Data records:
|---|

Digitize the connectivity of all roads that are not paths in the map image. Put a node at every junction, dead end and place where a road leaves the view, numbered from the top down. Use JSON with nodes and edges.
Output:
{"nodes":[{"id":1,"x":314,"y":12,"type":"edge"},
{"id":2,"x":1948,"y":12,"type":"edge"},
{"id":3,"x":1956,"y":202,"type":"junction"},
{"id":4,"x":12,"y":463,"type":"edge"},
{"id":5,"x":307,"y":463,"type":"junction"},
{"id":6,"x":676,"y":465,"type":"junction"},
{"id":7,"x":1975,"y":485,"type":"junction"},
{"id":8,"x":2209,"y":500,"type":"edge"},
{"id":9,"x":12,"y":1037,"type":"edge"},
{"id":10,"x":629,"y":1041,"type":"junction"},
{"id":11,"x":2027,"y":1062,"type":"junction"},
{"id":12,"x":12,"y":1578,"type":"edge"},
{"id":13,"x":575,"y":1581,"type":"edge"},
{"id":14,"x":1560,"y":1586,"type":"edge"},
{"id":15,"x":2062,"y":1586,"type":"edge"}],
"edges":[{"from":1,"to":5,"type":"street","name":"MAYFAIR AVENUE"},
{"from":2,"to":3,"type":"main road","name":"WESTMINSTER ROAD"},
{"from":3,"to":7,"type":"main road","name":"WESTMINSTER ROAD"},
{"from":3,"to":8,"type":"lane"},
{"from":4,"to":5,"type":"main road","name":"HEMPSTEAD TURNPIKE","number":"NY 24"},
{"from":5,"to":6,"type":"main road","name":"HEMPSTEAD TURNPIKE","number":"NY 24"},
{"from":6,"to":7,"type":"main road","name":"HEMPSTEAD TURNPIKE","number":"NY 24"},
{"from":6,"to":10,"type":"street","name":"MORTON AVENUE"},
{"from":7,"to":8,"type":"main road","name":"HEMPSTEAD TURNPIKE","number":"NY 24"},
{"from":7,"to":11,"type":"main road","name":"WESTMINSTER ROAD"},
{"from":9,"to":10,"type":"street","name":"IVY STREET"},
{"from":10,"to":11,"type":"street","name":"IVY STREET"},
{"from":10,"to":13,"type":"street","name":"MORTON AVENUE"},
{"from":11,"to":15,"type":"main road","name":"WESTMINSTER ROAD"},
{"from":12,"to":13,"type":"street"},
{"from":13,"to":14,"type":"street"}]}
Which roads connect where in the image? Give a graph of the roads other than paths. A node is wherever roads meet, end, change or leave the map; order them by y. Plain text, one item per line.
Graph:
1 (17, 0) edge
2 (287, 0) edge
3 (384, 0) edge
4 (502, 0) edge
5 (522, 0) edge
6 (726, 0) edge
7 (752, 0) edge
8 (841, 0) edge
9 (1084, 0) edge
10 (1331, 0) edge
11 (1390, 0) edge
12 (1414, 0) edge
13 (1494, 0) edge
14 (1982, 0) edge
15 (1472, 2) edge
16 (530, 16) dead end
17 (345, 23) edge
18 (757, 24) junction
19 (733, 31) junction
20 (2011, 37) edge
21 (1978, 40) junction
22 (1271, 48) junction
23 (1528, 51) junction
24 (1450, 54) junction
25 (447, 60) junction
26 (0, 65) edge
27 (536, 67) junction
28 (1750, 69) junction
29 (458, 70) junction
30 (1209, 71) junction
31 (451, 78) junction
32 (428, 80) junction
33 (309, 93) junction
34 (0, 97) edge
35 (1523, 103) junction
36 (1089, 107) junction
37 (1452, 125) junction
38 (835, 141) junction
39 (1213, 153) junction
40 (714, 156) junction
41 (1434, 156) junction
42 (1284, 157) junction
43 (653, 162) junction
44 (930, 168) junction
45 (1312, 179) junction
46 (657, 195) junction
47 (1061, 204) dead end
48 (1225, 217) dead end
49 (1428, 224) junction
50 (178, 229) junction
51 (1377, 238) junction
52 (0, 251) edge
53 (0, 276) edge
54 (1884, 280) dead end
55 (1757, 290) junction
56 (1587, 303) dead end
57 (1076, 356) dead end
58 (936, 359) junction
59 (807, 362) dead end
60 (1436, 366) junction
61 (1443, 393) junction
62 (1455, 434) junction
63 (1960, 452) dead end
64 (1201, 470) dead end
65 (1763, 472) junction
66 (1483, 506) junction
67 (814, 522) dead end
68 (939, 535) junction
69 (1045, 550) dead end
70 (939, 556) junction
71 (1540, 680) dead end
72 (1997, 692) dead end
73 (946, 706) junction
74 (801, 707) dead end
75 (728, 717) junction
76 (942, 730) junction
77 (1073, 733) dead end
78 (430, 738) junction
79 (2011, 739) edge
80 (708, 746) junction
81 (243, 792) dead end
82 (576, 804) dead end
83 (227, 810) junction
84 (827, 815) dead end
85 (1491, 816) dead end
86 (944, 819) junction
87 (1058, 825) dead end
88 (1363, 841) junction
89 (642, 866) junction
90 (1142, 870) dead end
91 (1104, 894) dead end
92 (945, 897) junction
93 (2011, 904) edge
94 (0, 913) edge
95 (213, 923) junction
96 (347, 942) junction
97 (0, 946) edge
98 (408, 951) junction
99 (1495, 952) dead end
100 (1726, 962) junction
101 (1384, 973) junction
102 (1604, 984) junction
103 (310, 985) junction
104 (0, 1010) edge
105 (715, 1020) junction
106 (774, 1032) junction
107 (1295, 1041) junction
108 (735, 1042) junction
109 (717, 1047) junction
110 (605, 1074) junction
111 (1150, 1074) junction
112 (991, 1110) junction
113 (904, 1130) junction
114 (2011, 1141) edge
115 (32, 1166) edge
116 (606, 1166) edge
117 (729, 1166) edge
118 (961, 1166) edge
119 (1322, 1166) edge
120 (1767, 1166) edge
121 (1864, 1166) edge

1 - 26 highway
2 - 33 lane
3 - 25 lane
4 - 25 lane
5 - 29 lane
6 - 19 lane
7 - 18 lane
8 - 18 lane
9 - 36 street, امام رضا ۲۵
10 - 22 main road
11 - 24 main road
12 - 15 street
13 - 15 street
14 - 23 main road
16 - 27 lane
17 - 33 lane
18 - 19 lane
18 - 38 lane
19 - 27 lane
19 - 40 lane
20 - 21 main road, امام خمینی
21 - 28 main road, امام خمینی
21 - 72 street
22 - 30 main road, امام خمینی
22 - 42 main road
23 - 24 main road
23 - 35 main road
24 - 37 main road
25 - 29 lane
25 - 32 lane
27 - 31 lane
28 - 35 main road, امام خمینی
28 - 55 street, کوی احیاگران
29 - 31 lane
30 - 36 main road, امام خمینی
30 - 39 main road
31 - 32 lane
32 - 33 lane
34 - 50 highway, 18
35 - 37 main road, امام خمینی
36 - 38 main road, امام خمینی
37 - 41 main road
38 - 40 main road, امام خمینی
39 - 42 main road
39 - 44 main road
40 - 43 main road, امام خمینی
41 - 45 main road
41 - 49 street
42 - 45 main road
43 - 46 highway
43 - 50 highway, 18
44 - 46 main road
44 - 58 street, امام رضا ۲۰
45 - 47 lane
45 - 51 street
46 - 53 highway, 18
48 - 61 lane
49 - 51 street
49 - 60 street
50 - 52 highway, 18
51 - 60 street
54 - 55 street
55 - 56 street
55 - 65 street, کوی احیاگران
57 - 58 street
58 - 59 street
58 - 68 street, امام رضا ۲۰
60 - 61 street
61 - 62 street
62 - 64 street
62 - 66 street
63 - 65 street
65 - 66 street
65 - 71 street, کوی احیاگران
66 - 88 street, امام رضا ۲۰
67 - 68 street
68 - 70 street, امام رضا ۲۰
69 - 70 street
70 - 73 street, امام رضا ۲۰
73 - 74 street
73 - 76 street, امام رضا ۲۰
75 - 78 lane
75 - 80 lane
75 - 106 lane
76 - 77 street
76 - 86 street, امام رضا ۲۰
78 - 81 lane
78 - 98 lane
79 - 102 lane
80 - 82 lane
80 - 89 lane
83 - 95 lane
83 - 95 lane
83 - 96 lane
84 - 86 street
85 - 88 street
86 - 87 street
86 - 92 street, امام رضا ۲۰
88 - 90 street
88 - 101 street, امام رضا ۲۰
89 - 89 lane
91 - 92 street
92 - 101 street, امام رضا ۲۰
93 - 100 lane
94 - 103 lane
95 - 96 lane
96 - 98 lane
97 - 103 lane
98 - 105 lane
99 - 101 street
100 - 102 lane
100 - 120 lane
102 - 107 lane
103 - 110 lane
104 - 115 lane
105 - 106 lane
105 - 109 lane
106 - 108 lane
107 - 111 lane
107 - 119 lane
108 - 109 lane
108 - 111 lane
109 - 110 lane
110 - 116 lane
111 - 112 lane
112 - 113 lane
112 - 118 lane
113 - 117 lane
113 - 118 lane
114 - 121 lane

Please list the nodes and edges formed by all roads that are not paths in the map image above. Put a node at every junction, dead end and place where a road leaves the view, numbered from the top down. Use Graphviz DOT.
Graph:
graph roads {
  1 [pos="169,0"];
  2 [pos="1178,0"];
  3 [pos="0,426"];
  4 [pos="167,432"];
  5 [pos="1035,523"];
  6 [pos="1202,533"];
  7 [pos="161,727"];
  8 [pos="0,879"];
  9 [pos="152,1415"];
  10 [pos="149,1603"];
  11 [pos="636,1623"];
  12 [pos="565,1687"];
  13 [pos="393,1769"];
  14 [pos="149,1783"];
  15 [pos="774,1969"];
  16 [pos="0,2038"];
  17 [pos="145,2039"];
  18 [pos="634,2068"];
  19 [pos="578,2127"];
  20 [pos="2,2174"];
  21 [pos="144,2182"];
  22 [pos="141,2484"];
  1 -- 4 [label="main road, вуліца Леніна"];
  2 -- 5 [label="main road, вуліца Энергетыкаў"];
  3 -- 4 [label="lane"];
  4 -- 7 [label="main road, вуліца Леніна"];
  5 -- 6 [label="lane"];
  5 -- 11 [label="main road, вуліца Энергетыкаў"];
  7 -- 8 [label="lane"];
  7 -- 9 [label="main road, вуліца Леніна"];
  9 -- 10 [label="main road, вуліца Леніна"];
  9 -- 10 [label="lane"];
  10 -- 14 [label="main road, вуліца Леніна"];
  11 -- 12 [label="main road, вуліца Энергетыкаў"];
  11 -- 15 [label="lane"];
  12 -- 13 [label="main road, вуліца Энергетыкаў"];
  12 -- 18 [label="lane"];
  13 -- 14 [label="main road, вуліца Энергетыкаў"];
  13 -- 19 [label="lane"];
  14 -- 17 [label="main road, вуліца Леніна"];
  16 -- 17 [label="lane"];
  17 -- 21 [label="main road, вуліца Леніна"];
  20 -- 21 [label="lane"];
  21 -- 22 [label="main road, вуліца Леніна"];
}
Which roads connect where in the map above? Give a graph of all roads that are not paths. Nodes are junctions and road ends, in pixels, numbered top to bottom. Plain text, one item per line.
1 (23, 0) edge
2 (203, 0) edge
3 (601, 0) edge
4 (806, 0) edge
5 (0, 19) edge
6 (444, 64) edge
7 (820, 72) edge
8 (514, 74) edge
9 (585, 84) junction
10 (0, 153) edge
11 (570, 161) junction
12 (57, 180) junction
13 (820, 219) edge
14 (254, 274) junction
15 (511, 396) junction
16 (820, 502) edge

|---|

* **Exercise directions**: Search each line of the data above for "AVENUE", and copy the lines where it occurs.

* **Worked solution**:
"edges":[{"from":1,"to":5,"type":"street","name":"MAYFAIR AVENUE"},
{"from":6,"to":10,"type":"street","name":"MORTON AVENUE"},
{"from":10,"to":13,"type":"street","name":"MORTON AVENUE"},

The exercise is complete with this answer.